Существуют многочисленные системы так называемых формикариев, — искусственных помещений, готовящихся главным образом из гипса, для содержания в неволе муравьев. В камерах и ходах формикариев располагаются муравьи, а под стеклянной крышкой за ними очень интересно наблюдать. Но для успеха в этом деле требуются некоторые специальные познания, о чем для широкого круга любителей природы на эту тему не написано еще ни одного популярного пособия. По сути дела желающим наблюдать в неволе этих интереснейших насекомых с очень сложной общественной жизнью приходится или обращаться за специальной литературой, или изобретать самому собственные методы.
Опыт создания таких сооружений есть в США. Там, когда муравьями стали интересоваться широкие слои населения, предприимчивые дельцы тотчас же организовали выпуск формикариев вместе с муравьями и с подробной инструкцией их содержания. Формикариям придают вид сложного сооружения с многочисленными игрушечными постройками, изображавшими сельскую ферму или старинный замок. Они рекомендуются с воспитательной целью для детей и как поучительное зрелище для взрослых. Выпускаются формикарии в Голливуде (Калифорния) и стоят в общем недорого — от трех до восьми долларов. Проспекты формикариев опубликованы в журнале «Естественная история», издающемся музеем природы в Нью-Йорке.

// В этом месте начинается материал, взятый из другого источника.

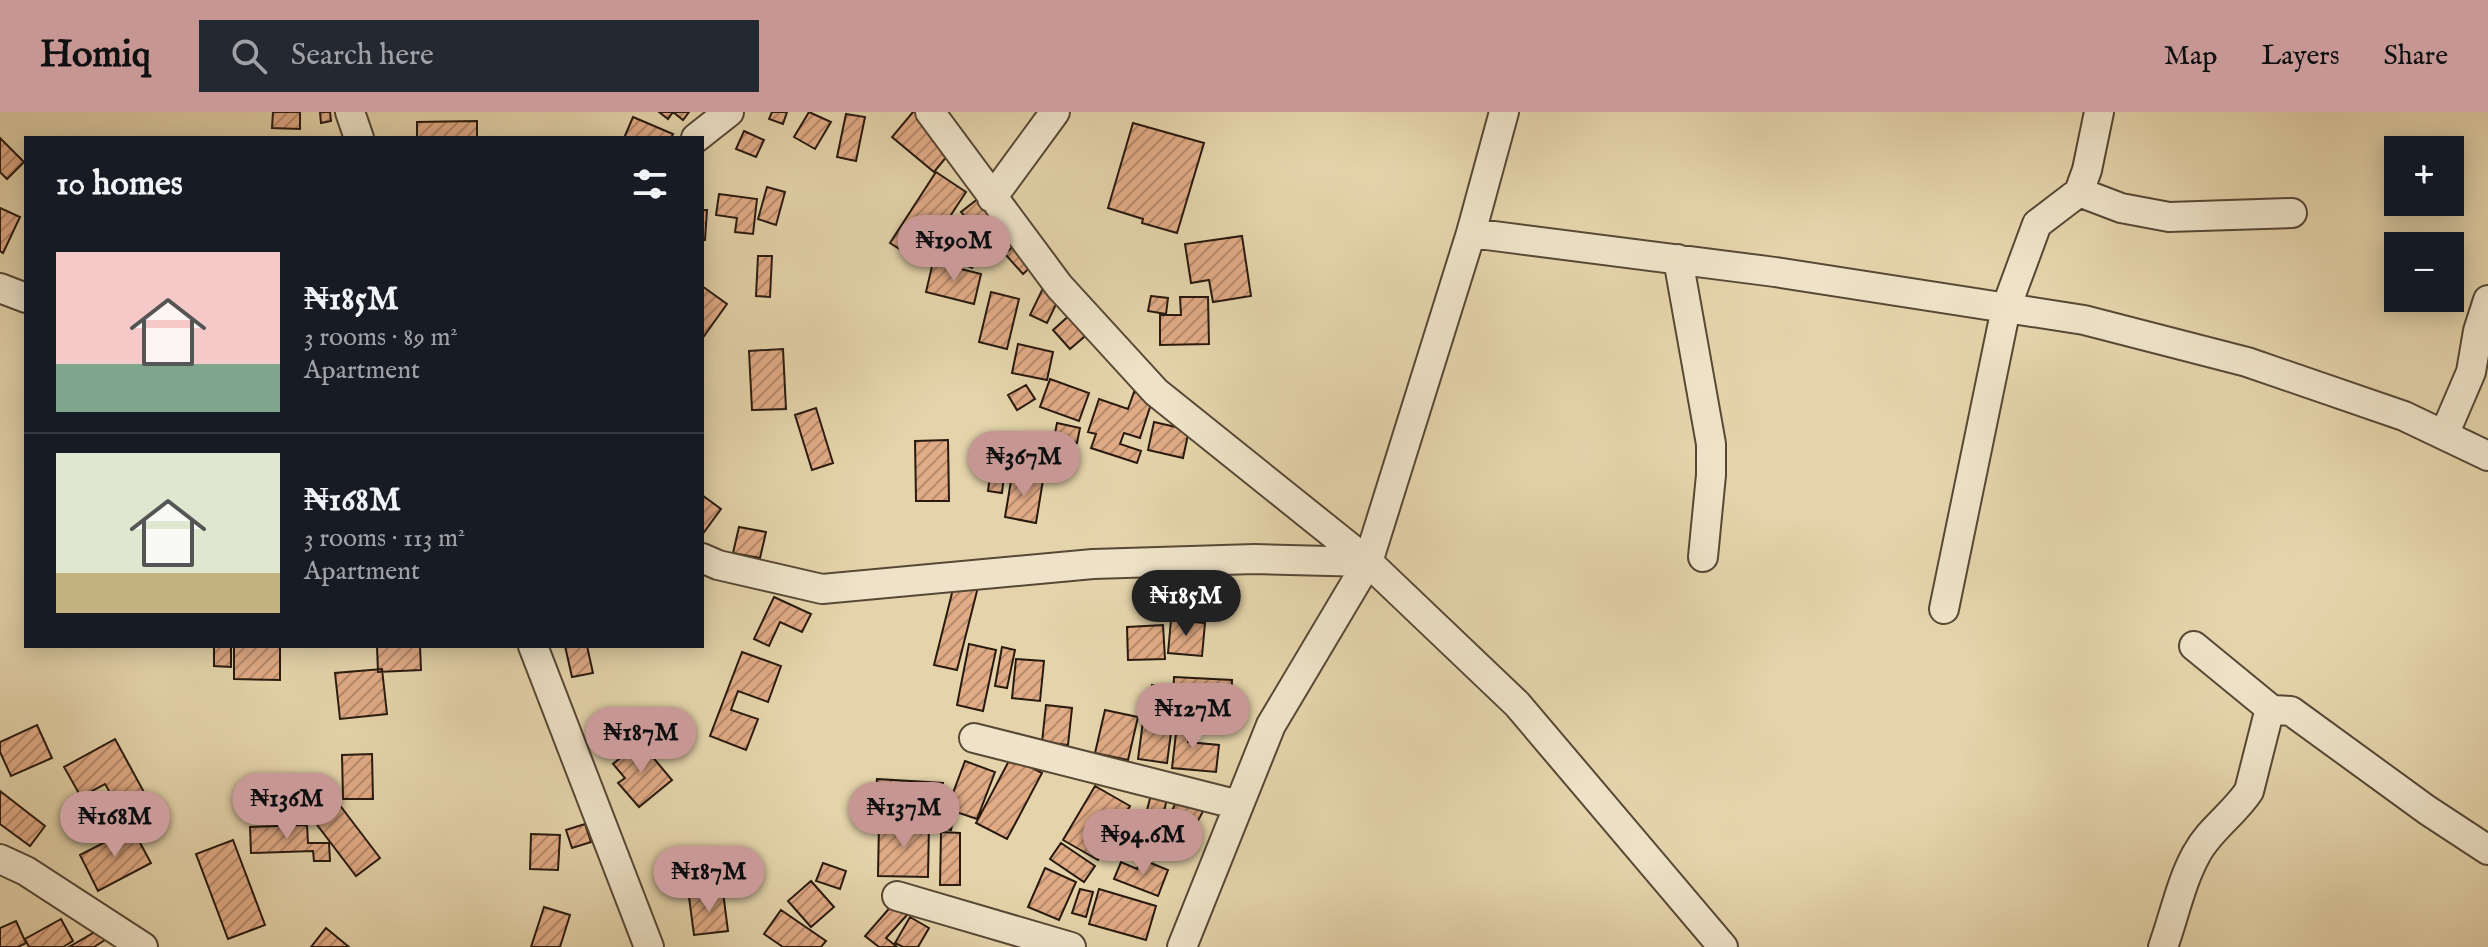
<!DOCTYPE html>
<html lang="en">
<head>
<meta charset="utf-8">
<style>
	body { margin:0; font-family:"IM FELL English",serif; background:#242831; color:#f1f3f6; height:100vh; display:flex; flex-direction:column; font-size:30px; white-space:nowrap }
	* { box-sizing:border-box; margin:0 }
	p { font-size:26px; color:#9ea1a6 }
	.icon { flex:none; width:44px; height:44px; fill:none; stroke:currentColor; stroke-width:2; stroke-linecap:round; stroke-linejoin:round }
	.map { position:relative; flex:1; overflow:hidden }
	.sheet { position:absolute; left:24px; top:24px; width:680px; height:512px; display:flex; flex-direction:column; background:#171b24; border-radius:0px; box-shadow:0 4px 20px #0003 }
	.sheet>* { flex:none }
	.fabs { position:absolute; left:2384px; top:24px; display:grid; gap:16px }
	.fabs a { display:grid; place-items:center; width:80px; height:80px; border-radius:0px; background:#171b24; box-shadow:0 4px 20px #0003; font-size:40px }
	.price { position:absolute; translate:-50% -68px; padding:0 18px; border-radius:28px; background:#c59692; color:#111; font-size:26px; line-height:52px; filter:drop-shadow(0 2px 4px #0008) }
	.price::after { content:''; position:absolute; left:50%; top:48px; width:24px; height:18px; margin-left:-12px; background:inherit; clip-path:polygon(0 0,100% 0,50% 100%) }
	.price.active { background:#222; color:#fff }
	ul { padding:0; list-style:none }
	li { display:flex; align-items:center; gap:24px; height:200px; padding:0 32px }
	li+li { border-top:2px solid #363941 }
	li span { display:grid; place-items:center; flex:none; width:224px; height:160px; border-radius:0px; color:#555 }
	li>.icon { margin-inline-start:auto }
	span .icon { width:96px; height:96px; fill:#fffc; stroke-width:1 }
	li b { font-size:34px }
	h2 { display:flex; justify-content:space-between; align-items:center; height:96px; padding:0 32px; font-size:34px }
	header { display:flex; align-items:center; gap:48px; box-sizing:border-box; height:112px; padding:0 40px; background:#c59692; color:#111 }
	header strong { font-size:38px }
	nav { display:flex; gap:44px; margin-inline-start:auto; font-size:28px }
	.search { width:560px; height:72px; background:#242831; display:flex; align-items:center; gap:20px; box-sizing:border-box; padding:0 28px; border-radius:0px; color:#9ea1a6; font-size:30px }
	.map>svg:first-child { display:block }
</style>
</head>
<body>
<header>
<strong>Homiq</strong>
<div class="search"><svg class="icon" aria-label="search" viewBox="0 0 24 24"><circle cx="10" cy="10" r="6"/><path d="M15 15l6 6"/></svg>Search here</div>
<nav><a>Map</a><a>Layers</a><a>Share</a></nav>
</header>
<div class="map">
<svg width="2488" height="835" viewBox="0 0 2488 835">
	<defs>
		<pattern id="building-hatch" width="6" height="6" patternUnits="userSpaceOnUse" patternTransform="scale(2)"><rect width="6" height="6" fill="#e1ab86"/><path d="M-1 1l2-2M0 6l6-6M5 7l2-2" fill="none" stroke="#b68a6c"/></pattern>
	</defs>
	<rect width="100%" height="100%" fill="#e5d4ab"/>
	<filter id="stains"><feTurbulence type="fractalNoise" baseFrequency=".0025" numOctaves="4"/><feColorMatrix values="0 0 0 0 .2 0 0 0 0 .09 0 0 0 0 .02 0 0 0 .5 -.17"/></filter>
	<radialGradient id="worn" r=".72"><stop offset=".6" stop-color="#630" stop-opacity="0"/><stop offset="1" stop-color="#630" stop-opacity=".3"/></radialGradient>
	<!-- building -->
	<path fill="url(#building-hatch)" stroke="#281a0f" stroke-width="2" d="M 273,0 L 300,0 L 300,17 L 272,16 Z
		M 320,0 L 330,0 L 331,9 L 321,11 Z
		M 659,0 L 689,0 L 683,8 L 673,0 L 668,7 Z
		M 772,0 L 787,0 L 783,12 L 769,7 Z
		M 809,0 L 831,10 L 815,37 L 794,25 Z
		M 913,0 L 918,0 L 957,32 L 934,60 L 892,25 Z
		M 846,2 L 865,5 L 856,49 L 837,45 Z
		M 633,5 L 673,22 L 671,26 L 624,26 Z
		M 477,9 L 477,26 L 417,26 L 417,10 Z
		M 1133,11 L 1204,31 L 1177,121 L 1142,111 L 1143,107 L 1108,96 Z
		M 744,19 L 764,28 L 756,45 L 736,37 Z
		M 0,26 L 24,50 L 7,67 L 0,60 Z
		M 936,60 L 966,80 L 920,150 L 890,131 Z
		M 767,75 L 785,80 L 776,113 L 758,107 Z
		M 719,82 L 757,87 L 753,122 L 735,120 L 737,106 L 716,103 Z
		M 979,86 L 1000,111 L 982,125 L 961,100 Z
		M 0,96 L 20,105 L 3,141 L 0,139 Z
		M 702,98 L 707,98 L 705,128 L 702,128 Z
		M 952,114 L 985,129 L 972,156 L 940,142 Z
		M 1242,124 L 1251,184 L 1213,190 L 1209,168 L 1191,171 L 1185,132 Z
		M 1016,132 L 1034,152 L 1023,162 L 1005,142 Z
		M 758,144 L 772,144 L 770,185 L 756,184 Z
		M 933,150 L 981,162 L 974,192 L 926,180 Z
		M 1046,170 L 1063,178 L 1047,211 L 1030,203 Z
		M 702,174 L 727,192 L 702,227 Z
		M 991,180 L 1019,187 L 1007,237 L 979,230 Z
		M 1151,184 L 1168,186 L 1166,202 L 1148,199 Z
		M 1180,185 L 1208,185 L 1209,232 L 1160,233 L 1160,203 L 1181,203 Z
		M 1072,201 L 1090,220 L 1070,237 L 1053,218 Z
		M 1018,232 L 1053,240 L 1047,268 L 1012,261 Z
		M 783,237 L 786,297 L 752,298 L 749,239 Z
		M 1050,267 L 1089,281 L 1079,309 L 1040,295 Z
		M 1026,273 L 1035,287 L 1017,298 L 1008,283 Z
		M 1134,280 L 1153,286 L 1140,326 L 1124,321 L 1120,332 L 1141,339 L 1137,351 L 1091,336 L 1096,322 L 1088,320 L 1099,287 L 1128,297 Z
		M 816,296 L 833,351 L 812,358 L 795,303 Z
		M 1154,310 L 1189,318 L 1183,346 L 1148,338 Z
		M 1057,311 L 1080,316 L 1077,331 L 1054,326 Z
		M 981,324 L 1008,327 L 1002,381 L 988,379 L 990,364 L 976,362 Z
		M 948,328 L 949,389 L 916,389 L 915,329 Z
		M 1016,332 L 1046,337 L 1043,356 L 1013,351 Z
		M 1012,363 L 1043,368 L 1036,411 L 1005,405 Z
		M 702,383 L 721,397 L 702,423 Z
		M 739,415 L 766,420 L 760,446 L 733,441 Z
		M 955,469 L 978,475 L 957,558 L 934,553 Z
		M 774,485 L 811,502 L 802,520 L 780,510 L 769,534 L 754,527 Z
		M 1171,508 L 1205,511 L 1202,544 L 1168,541 Z
		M 1163,513 L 1165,547 L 1128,548 L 1127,515 Z
		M 969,532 L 996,538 L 983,599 L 957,593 Z
		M 214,534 L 231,534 L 231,555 L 214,554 Z
		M 234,534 L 280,534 L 280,568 L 234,567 Z
		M 377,534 L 420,534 L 421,558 L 378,560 Z
		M 565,534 L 587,534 L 593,561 L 572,565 Z
		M 1002,535 L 1015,538 L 1007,576 L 995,574 Z
		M 742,540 L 781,554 L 768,590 L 738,579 L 731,598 L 758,607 L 746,638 L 710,624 Z
		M 1016,547 L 1044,549 L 1040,589 L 1012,586 Z
		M 382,557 L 387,602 L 340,607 L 335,561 Z
		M 1174,565 L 1232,568 L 1231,600 L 1194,598 L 1194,587 L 1173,586 Z
		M 1152,573 L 1173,576 L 1171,588 L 1150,585 Z
		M 1146,587 L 1175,591 L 1167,651 L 1138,647 Z
		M 1046,593 L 1072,596 L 1068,633 L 1042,630 Z
		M 1105,598 L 1138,605 L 1128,648 L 1095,641 Z
		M 1178,604 L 1191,605 L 1188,630 L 1219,633 L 1216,660 L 1172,656 Z
		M 37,613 L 52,646 L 11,664 L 0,640 L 0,630 Z
		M 115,627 L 145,682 L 119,696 L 105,672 L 81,685 L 64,655 Z
		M 640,630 L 672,668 L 639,695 L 618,671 L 625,666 L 613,652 Z
		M 372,642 L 373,687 L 343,687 L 342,643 Z
		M 1011,645 L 1042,661 L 1007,727 L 976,711 Z
		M 965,649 L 995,660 L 977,707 L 947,697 Z
		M 877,667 L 943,671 L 941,692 L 875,687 Z
		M 1095,674 L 1130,694 L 1098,748 L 1063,728 Z
		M 0,679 L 45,714 L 30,734 L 0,712 Z
		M 329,679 L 380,746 L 356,764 L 305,697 Z
		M 1182,679 L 1207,692 L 1180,742 L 1156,729 Z
		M 1151,683 L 1167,687 L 1157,728 L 1140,724 Z
		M 939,705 L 953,708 L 951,718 L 937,715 Z
		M 879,711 L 929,712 L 928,765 L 878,764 Z
		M 585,712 L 591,730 L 572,736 L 566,718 Z
		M 307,713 L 308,731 L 329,731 L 330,749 L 314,749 L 313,739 L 251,741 L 250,715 Z
		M 132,716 L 151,751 L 98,779 L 80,743 Z
		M 941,720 L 960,721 L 960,773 L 940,773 Z
		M 531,722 L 560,723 L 558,758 L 530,757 Z
		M 233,728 L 265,813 L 228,827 L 196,742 Z
		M 1061,731 L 1095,754 L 1084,770 L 1050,747 Z
		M 1141,747 L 1168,758 L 1158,784 L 1114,767 L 1121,750 L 1137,757 Z
		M 823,751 L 846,759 L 840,777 L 816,769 Z
		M 1045,756 L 1076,770 L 1059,808 L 1028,795 Z
		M 811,769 L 834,795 L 811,815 L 788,789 Z
		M 1080,777 L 1093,780 L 1086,805 L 1072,801 Z
		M 1099,777 L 1156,794 L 1146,828 L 1089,812 Z
		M 723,780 L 728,819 L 694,823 L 689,785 Z
		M 894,791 L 907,803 L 886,826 L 897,835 L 879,835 L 865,824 Z
		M 544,795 L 570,803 L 560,835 L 531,835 Z
		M 781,798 L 826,829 L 821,835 L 783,835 L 764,822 Z
		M 910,805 L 929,816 L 918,835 L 903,835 L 895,831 Z
		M 61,807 L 73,829 L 63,835 L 29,835 L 25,827 Z
		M 16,809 L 26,831 L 18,835 L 0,835 L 0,816 Z
		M 105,814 L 111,824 L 94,835 L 69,835 Z
		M 326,816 L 349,835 L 311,835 Z"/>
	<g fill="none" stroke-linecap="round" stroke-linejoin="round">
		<!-- minor casing -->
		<g stroke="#574836" stroke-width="32">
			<path id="minor" d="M 350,0 L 359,26
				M 930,0 L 1059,174 L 1156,280 L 1368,450 L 1517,592 L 1723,835
				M 696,26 L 729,0
				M 2079,80 L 2121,96 L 2169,105 L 2292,101
				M 992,86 L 1055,0
				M 1471,121 L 1775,160 L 2084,208 L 2247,250 L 2404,304 L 2488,344
				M 1678,147 L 1711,332 L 1711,363 L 1703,445
				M 0,176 L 26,186
				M 2444,323 L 2471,260 L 2478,219 L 2488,188
				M 702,446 L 718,453 L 822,477 L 1093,452 L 1255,447 L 1368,450
				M 1944,497 L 2006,196 L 2037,112 L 2079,80 L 2087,58 L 2099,0
				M 533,534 L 649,835
				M 2194,534 L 2272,598 L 2291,599 L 2427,698 L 2488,738
				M 974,626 L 1239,693
				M 0,747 L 26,759 L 143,835
				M 897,784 L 1071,835
				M 1182,835 L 1271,613 L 1368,450 L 1471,121 L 1504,0
				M 2163,835 C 2174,805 2181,769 2197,741 C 2210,717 2234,702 2249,679 L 2268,604 L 2272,598"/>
		</g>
		<!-- minor -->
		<use href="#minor" stroke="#eee3c8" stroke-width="28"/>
	</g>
	<rect width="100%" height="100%" filter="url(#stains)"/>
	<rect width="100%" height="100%" fill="url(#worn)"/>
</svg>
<div class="fabs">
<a>+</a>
<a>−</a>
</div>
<b class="price" style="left:954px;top:171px">₦190M</b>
<b class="price" style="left:1024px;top:387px">₦367M</b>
<b class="price active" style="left:1186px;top:526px">₦185M</b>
<b class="price" style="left:1193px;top:639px">₦127M</b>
<b class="price" style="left:641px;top:663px">₦187M</b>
<b class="price" style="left:287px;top:729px">₦136M</b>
<b class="price" style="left:904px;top:738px">₦137M</b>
<b class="price" style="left:115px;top:747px">₦168M</b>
<b class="price" style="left:1143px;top:765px">₦94.6M</b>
<b class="price" style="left:709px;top:802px">₦187M</b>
<section class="sheet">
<h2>10 homes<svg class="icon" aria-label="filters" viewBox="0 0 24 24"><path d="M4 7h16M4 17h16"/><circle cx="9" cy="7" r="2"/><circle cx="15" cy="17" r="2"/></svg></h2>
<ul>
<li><span style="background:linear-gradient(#f6c9c9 70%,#7fa58c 0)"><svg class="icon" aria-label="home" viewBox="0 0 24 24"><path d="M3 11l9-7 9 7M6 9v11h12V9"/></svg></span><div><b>₦185M</b><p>3 rooms · 89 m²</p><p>Apartment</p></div></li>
<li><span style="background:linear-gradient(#dfe7d0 75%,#c2b280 0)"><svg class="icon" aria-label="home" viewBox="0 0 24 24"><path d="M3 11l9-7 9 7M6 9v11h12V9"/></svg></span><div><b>₦168M</b><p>3 rooms · 113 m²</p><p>Apartment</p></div></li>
</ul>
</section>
</div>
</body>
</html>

Очень легко содержать тех насекомых, которые длительное время находятся во взрослой фазе. В моих крошечных аквариумах долгое время прекрасно жили различные плавунцы, клопы кориксы, водяные скорпионы, а в небольших клеточках — забавные жуки бляпсы. Превосходно выносят неволю очень симпатичные богомолы и кузнечики. А такие своеобразные насекомые, как палочники, малоподвижны, вообще нетребовательны к пище и довольствуются немногим, к тому же могут размножаться без самцов.
По-видимому, формы приручения маленьких животных могут быть самыми разнообразными. Иногда к этому занятию склоняются из-за пользы. Так, например, известно, что в окрестностях Мельбурна (Австралия) местные жители сажают на оконные шторы богомола одного из распространенных видов, который благодаря неутомимой прожорливости тщательно освобождает комнаты от мух. Используют богомола несмотря на то, что эти насекомые недолго живут — с наступлением зимы погибают, оставляя после себя яички или личинок.
Одно из древних пристрастий человека — содержание в неволе цикад, сверчков, кузнечиков, этих удивительных музыкантов. Они любимы за великолепное пение. И вы, наверное, не раз прислушивались к песне сверчка за печкой, стрекотанию кузнечика в степной траве.
Особенно многоголосо пение насекомых в пустыне. В Средней Азии, едва солнце опустится за горизонт, слышатся явственно голоса многочисленных сверчков и кузнечиков. Нежные мелодичные звуки услаждают слух и успокаивают утомленного путника, гармонично сливаясь с величием заснувшей в вечном покое пустыни. В каменистых горах ночами, будто нежный серебряный колокольчик, звенит пение очень осторожных и своеобразных по внешности пустынных кузнечиков, перекликающихся друг с другом на большом расстоянии.
Песни сверчков и кузнечиков наших южных степей и пустынь невольно запоминаются на всю жизнь путешественнику или случайному путнику, как запоминается запах терпкой полыни, полыхание кровавых закатов, загадочная синева далекого горизонта.
В тропических лесах пение насекомых сливается в громкий хор. Вот к примеру, что пишет об этом американский поэт Уолт Уитмен в своем произведении «Листья травы»[17]: «22 августа. Резкое однообразное пение цикад, либо стрекотание зеленых кузнечиков, — а последних я слышу по ночам, первых — круглые сутки. Я всегда восхищался утренним и вечерним щебетом птиц, но этих странных насекомых, оказывается, могу слышать с неменьшим наслаждением. Сейчас, в полдень, когда я пишу, пение одинокой цикады раздается с дерева, что стоит в двухстах футах от меня, — долгое, протяжное и очень громкое жужжание, расчлененное на отдельные вихри или колеблющиеся круги — до известного момента возрастающие в силе стремительности, а потом постепенно, легко сходящие на нет. Каждая фраза длится одну-две минуты. Песня цикад очень подходит к обстановке — она разливается, полная значения, мужественная, напоминающая доброе старое вино, не ароматное, но гораздо лучше всех ароматов на свете».